Ethereum

Ethereum

Gas Management

Gas is where Ethereum's economics meet your application's reliability. Every block has a gas limit, every transaction pays in ETH for the computation it triggers, and since EIP-1559 the base price floor moves with demand on each new block. Get the fee wrong on the low side and your transaction sits stuck while the base fee rises past it; overpay and you've burned user funds for no benefit. Reading gas at the block level — the limit, the target, the current baseFeePerGas — is how you set fees that actually land.

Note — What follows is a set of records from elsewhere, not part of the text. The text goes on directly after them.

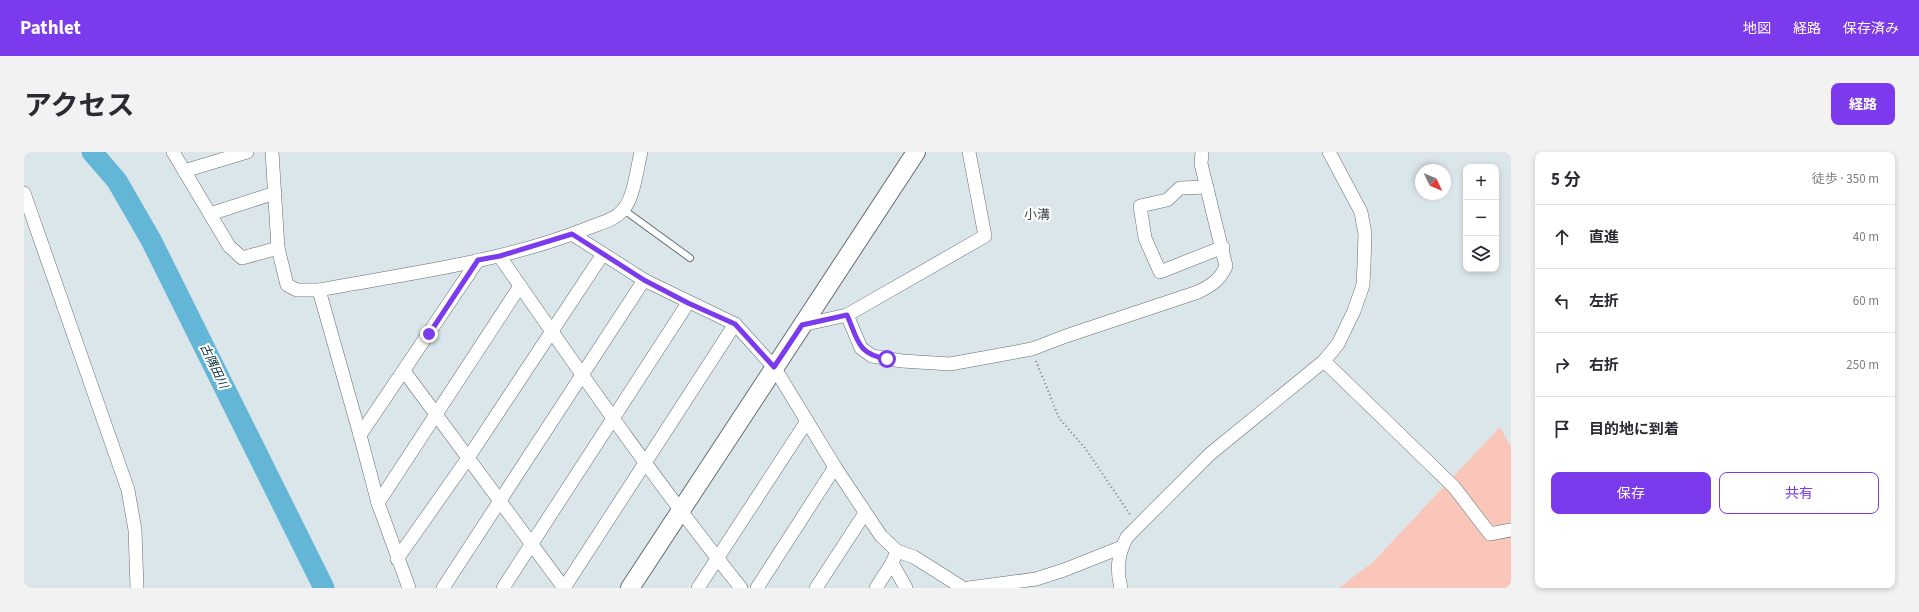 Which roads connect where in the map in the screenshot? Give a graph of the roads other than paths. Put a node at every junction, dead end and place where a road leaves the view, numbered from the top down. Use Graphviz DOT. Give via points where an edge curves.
graph roads {
  1 [pos="173,152"];
  2 [pos="247,152"];
  3 [pos="272,152"];
  4 [pos="641,152"];
  5 [pos="916,152"];
  6 [pos="969,152"];
  7 [pos="1202,152"];
  8 [pos="1329,152"];
  9 [pos="184,171"];
  10 [pos="1207,187"];
  11 [pos="24,193"];
  12 [pos="275,193"];
  13 [pos="624,210"];
  14 [pos="210,214"];
  15 [pos="572,234"];
  16 [pos="1223,247"];
  17 [pos="278,248"];
  18 [pos="603,254"];
  19 [pos="500,256"];
  20 [pos="690,258"];
  21 [pos="478,260"];
  22 [pos="644,280"];
  23 [pos="520,286"];
  24 [pos="319,290"];
  25 [pos="688,303"];
  26 [pos="847,315"];
  27 [pos="735,324"];
  28 [pos="802,325"];
  29 [pos="551,330"];
  30 [pos="1324,361"];
  31 [pos="774,367"];
  32 [pos="404,371"];
  33 [pos="582,374"];
  34 [pos="436,415"];
  35 [pos="614,420"];
  36 [pos="807,421"];
  37 [pos="360,435"];
  38 [pos="468,458"];
  39 [pos="645,462"];
  40 [pos="835,467"];
  41 [pos="500,502"];
  42 [pos="378,503"];
  43 [pos="680,511"];
  44 [pos="865,513"];
  45 [pos="1511,530"];
  46 [pos="532,545"];
  47 [pos="1122,547"];
  48 [pos="896,551"];
  49 [pos="717,558"];
  50 [pos="397,559"];
  51 [pos="892,563"];
  52 [pos="137,588"];
  53 [pos="409,588"];
  54 [pos="443,588"];
  55 [pos="503,588"];
  56 [pos="564,588"];
  57 [pos="630,588"];
  58 [pos="698,588"];
  59 [pos="741,588"];
  60 [pos="757,588"];
  61 [pos="816,588"];
  62 [pos="876,588"];
  63 [pos="906,588"];
  64 [pos="963,588"];
  65 [pos="969,588"];
  66 [pos="1121,588"];
  1 -- 9 [label="street"];
  2 -- 9 [label="street"];
  3 -- 12 [label="street"];
  4 -- 13 [label="street"];
  5 -- 28 [label="street"];
  6 -- 26 [label="street" via="985,236"];
  7 -- 10 [label="street" via="1201,164"];
  8 -- 30 [label="street" via="1361,212 1365,234 1362,285 1354,311 1338,344"];
  9 -- 14 [label="street"];
  10 -- 16 [label="street"];
  10 -- 16 [label="street" via="1180,188 1167,200 1140,206 1145,238 1160,272"];
  11 -- 52 [label="street" via="128,490 136,530"];
  12 -- 14 [label="street"];
  12 -- 17 [label="street"];
  13 -- 15 [label="street" via="614,218"];
  13 -- 20 [label="lane"];
  14 -- 17 [label="street" via="229,246 242,258"];
  15 -- 18 [label="street"];
  15 -- 19 [label="street"];
  16 -- 26 [label="street" via="1226,266 1222,276 1213,285 1032,349 950,364 872,356 861,348"];
  17 -- 24 [label="street" via="287,285 297,290"];
  18 -- 22 [label="street"];
  18 -- 29 [label="street"];
  19 -- 21 [label="street"];
  19 -- 23 [label="street"];
  21 -- 24 [label="street"];
  21 -- 32 [label="street"];
  22 -- 25 [label="street"];
  22 -- 33 [label="street"];
  23 -- 29 [label="street"];
  23 -- 34 [label="street"];
  24 -- 37 [label="street"];
  25 -- 27 [label="street"];
  25 -- 35 [label="street"];
  26 -- 28 [label="street"];
  27 -- 31 [label="street"];
  27 -- 39 [label="street"];
  28 -- 31 [label="street"];
  29 -- 33 [label="street"];
  29 -- 38 [label="street"];
  30 -- 45 [label="street" via="1454,487 1490,534"];
  30 -- 47 [label="street" via="1210,454 1137,525"];
  31 -- 36 [label="street"];
  31 -- 43 [label="street"];
  32 -- 34 [label="street"];
  32 -- 37 [label="street"];
  33 -- 35 [label="street"];
  33 -- 41 [label="street"];
  34 -- 38 [label="street"];
  34 -- 42 [label="street"];
  35 -- 39 [label="street"];
  35 -- 46 [label="street"];
  36 -- 40 [label="street"];
  36 -- 49 [label="street"];
  37 -- 42 [label="street"];
  38 -- 41 [label="street"];
  38 -- 50 [label="street"];
  39 -- 43 [label="street"];
  39 -- 56 [label="street"];
  40 -- 44 [label="street"];
  40 -- 60 [label="street"];
  41 -- 46 [label="street"];
  41 -- 54 [label="street"];
  42 -- 50 [label="street"];
  43 -- 49 [label="street"];
  43 -- 57 [label="street"];
  44 -- 48 [label="street" via="881,536"];
  44 -- 61 [label="street"];
  46 -- 55 [label="street"];
  46 -- 56 [label="street"];
  47 -- 65 [label="street" via="1036,579"];
  47 -- 66 [label="street" via="1117,574"];
  48 -- 51 [label="street"];
  48 -- 64 [label="street" via="914,557"];
  49 -- 58 [label="street"];
  49 -- 59 [label="street"];
  50 -- 53 [label="street"];
  51 -- 62 [label="street"];
  51 -- 63 [label="street"];
}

Done well, gas management means transactions that confirm in the slot you expect at a price your users accept. That's the difference between a checkout that completes and one that hangs. This guide covers the block-level mechanics on chain 1: the gas limit and target, how EIP-1559's base fee and priority tip combine, and the estimation strategies that keep type-2 transactions both cheap and reliably included.

Gas Fundamentals

  • The block gas limit caps total work. Each Ethereum block can hold roughly 30 million gas of execution (validators nudge the limit up or down within protocol bounds). Your transaction's gas usage has to fit inside what's left after others claim space, and the limit is the hard ceiling on how much can be packed into a single 12-second slot.
  • Price moves with demand around a target. EIP-1559 sets a per-block gas target at half the limit (around 15 million). When blocks run above target the base fee rises for the next block; below target it falls. That feedback loop is what drives the fee swings you see during a popular NFT mint or a market crash deleveraging on Aave.
  • Base fee plus priority tip. A type-2 transaction sets maxFeePerGas (the most you'll pay per gas) and maxPriorityFeePerGas (the tip to the validator). You pay the block's current baseFeePerGas — which is burned, removing ETH from supply — plus your tip, never more than your max. Read baseFeePerGas off the latest block and eth_maxPriorityFeePerGas for a sane tip; eth_feeHistory gives you the recent distribution to set both intelligently.
  • Estimation, with trade-offs. eth_estimateGas tells you the gas units a call will consume, but it can under-report for paths whose cost depends on state, so pad it. For the price, a conservative maxFeePerGas (well above the current base fee) buys inclusion through fee spikes at the risk of overpaying; a tight one saves ETH but risks getting stranded when the base fee climbs. The legacy eth_gasPrice collapses both into one number and is best avoided for new code.

Implementation Strategies

// Get block gas limit
const getBlockGasLimit = async () => {
const block = await web3.eth.getBlock('latest');
return block.gasLimit;
};
// Estimate optimal gas price
const getOptimalGasPrice = async () => {
const blockCount = 10;
const latest = await web3.eth.getBlockNumber();
const blocks = await Promise.all(
[...Array(blockCount)].map((_, i) => web3.eth.getBlock(latest - i))
);
const gasPrices = blocks.map((block) => block.baseFeePerGas);
return Math.floor(gasPrices.reduce((a, b) => a + b) / blockCount);
};

Optimization Techniques

  • Adjust fees dynamically. Don't hardcode a gas price. Pull baseFeePerGas from the latest block and a tip from eth_maxPriorityFeePerGas right before signing, then set maxFeePerGas to roughly twice the base fee plus the tip so you stay included even if the next few blocks run hot. Re-quote on every transaction, since the base fee can shift meaningfully within a couple of slots.
  • Batch to amortize fixed cost. Every transaction pays the 21,000-gas base cost just to exist. Bundling several actions into one contract call — a multicall, a single batched transfer — pays that overhead once instead of per action, which is a real saving when you're doing many small operations.
  • Run non-urgent work off-peak. "Off-peak" on Ethereum isn't a time of day so much as a moment of low blockspace demand, often weekends or quieter UTC hours, when blocks sit below the gas target and the base fee drifts down. Schedule batch settlements, rebalances, or claim sweeps for those windows and watch eth_feeHistory to time them.
  • Set the gas limit from a padded estimate. Use eth_estimateGas for the units, then add headroom (commonly 10 to 25%) so a slightly more expensive execution path doesn't run out of gas and revert. Don't pad blindly to the block limit, though — an over-large limit can raise the cost of some operations and wastes nothing only if execution stays cheap.
  • Match the fee strategy to the use case. A liquidation bot or an arbitrage transaction that must land in the next block wants an aggressive maxFeePerGas and a generous tip — being outbid costs more than overpaying. A routine user transfer or a background batch wants a conservative max close to the current base fee, accepting that it may wait a few blocks to save ETH.